THE GERMAN BUNKER THAT BECAME A HUB OF INTERNATIONAL CRIME
On 22 May, Der Spiegel in Germany published an article about a former military facility in the Mosel region served as a hub for organized crime on the internet until 650 police shut it down in a raid in September 2019. It says that the bizarre story behind the bunker that is likely to produce countless criminal cases
INTERNATIONAL CHAMBER OF COMMERCE JOINS FORCES WITH UN AND GOVERNMENTS TO IMPROVE FLOW OF REMITTANCES
On 22 May, the ICC advised its support for a multi-stakeholder initiative calling on policymakers, regulators and remittance services providers to improve migrants’ access to remittance services and reduce transfer costs during the ongoing novel coronavirus pandemic.
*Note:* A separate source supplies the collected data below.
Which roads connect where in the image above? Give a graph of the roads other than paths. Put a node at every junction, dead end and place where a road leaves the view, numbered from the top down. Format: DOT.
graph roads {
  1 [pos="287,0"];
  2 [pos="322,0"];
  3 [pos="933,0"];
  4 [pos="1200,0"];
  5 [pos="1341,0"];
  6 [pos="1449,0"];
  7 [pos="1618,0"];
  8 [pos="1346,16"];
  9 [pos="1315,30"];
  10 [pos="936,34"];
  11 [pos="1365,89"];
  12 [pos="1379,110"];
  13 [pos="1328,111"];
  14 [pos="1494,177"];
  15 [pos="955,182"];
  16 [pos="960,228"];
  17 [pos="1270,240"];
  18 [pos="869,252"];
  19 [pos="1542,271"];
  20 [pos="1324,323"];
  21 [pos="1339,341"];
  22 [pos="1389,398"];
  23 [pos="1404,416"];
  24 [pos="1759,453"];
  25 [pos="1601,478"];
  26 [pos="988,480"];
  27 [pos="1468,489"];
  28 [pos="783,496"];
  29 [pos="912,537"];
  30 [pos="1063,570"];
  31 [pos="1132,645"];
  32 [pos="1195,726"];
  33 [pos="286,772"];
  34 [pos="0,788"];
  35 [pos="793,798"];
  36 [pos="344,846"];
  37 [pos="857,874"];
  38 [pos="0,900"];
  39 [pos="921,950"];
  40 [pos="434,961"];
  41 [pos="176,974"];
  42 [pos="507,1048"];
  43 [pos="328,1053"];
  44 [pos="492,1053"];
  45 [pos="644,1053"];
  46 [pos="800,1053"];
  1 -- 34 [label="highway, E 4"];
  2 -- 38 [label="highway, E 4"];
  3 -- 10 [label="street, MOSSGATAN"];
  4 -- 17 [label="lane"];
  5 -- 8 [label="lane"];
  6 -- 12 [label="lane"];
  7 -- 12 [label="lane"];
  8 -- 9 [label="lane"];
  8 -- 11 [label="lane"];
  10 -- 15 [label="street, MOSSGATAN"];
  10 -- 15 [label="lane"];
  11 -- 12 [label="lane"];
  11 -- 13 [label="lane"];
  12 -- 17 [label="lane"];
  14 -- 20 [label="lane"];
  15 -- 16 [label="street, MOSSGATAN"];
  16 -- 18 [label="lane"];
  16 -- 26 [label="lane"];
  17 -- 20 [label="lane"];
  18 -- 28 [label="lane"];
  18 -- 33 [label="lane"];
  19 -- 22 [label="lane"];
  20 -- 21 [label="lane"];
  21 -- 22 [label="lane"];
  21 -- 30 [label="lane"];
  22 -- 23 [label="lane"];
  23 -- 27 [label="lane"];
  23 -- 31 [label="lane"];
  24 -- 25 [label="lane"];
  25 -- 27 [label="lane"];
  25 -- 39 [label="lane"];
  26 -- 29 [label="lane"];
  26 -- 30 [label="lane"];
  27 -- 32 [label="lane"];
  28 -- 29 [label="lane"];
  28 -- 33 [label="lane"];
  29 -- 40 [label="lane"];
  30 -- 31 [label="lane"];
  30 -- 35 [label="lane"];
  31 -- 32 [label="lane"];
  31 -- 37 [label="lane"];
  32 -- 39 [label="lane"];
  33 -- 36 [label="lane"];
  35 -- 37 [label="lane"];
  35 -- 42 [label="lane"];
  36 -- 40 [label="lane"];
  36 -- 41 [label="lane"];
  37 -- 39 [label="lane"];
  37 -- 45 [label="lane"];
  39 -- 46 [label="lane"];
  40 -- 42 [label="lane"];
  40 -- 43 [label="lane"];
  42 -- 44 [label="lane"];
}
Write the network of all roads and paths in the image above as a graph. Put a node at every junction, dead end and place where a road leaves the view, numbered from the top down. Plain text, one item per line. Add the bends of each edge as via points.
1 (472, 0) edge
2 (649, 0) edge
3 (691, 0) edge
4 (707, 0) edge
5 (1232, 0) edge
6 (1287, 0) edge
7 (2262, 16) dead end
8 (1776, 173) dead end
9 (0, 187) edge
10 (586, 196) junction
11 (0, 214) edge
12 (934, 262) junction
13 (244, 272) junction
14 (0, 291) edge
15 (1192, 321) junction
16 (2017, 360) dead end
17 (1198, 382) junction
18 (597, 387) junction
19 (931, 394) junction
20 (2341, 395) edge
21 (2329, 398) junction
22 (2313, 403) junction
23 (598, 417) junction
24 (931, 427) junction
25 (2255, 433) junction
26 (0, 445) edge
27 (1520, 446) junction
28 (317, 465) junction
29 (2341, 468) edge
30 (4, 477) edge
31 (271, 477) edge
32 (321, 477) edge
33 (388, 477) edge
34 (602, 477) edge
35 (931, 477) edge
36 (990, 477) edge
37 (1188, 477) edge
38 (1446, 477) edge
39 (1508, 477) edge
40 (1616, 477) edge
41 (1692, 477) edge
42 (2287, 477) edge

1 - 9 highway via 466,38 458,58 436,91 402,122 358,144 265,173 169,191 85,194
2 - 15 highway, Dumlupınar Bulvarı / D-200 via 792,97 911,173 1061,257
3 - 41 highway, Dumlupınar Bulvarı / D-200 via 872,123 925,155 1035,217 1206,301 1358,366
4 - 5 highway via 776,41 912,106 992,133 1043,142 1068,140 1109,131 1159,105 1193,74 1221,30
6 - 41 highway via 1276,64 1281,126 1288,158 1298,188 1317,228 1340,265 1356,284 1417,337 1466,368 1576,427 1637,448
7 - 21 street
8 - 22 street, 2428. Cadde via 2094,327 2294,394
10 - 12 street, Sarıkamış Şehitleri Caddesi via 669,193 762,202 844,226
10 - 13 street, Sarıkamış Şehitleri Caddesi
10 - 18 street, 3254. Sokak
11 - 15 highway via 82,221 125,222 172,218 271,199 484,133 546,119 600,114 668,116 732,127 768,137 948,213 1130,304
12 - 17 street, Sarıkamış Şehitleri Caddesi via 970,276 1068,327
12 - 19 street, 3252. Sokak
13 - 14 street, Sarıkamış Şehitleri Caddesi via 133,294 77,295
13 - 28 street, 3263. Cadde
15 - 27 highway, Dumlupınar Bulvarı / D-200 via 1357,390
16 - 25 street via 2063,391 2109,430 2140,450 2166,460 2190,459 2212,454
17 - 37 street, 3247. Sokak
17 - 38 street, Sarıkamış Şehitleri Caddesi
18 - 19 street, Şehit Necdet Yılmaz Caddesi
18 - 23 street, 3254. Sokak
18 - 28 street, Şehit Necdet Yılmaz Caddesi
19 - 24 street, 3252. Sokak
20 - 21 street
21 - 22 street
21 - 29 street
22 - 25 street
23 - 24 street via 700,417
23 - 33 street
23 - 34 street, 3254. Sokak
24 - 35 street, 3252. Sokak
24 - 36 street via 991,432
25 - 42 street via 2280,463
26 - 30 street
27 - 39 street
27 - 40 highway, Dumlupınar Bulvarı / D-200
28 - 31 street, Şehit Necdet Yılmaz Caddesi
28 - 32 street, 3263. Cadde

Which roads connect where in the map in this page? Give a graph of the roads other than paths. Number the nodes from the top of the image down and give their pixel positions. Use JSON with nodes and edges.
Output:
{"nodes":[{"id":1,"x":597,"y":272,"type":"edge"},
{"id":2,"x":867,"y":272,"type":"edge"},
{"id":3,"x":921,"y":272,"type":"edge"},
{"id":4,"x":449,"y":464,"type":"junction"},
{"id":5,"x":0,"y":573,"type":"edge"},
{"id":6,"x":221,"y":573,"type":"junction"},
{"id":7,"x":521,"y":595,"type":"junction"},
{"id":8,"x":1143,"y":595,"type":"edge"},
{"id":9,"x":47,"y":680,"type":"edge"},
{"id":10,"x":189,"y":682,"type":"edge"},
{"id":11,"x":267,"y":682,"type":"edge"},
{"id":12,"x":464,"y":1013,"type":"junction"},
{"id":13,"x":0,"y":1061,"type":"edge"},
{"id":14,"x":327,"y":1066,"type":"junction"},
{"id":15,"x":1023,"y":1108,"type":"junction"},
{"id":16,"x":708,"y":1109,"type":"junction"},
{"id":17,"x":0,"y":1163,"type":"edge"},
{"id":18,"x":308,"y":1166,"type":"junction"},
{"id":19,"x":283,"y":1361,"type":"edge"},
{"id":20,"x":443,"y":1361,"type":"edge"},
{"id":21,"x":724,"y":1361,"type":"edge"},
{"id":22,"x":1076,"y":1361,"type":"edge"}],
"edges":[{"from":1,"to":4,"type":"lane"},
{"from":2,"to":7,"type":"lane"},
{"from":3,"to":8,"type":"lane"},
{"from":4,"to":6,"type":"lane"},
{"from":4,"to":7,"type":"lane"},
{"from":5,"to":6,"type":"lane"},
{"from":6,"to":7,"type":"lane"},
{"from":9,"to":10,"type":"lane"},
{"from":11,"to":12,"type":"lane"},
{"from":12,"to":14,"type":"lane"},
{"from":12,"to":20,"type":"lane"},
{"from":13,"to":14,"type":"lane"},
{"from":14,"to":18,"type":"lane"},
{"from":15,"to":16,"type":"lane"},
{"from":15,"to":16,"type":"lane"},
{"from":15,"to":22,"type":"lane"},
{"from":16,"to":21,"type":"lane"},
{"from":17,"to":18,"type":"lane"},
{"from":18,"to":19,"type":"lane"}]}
Led Switzerland and UK, the call is supported by the UN Capital Development Fund (UNCDF) and the UN Development Programme (UNDP), as well as the World Bank, the International Organization of Migration (IOM), the International Association of Money Transfer Networks (IAMTN) and the Global Knowledge Partnership on Migration and Development (KNOMAD). It says that while COVID-19 has severely impacted the global economy. Some low- and middle-income countries may take an even greater hit due to the projected decline in remittances this year. Remittance inflows are expected to undergo the sharpest decline in recent history, shrinking by about 20%, a fall of around $110 billion. The call to action contains recommendations across policy, regulations and service provision that, in combination, will ensure migrant workers and their families are not left behind in the current crisis.
ARGENTINA FIU PUSHING FOR TIGHTER CONTROLS ON BITCOIN TRADING AS GOVERNMENT BATTLES “PARALLEL EXCHANGE MARKETS”
On 25 May, Decrypt reported that Argentina’s FIU has ordered stricter monitoring of Bitcoin trading and other crypto transactions, with financial institutions, exchanges, etc asked to be on high alert and report “suspicious” activity. It is said that the move comes as the government battles the flight of devalued pesos from its economy, as Argentines seek dollars and other more stable currencies.
PANAMA: ANTI-CORRUPTION OFFICE INVESTIGATION INTO NEW MODULAR HOSPITAL BUILT TO COPE WITH COVID-19
On 25 May, La Prensa reported that an investigation had been opened into the background to a modular hospital constructed to help cope with potential victims of the Covid-19 virus. This 100-bed unit was built in preference to a proposal to convert a nearby convention centre. The modular hospital is said to have costs $6.9 million, excluding equipment.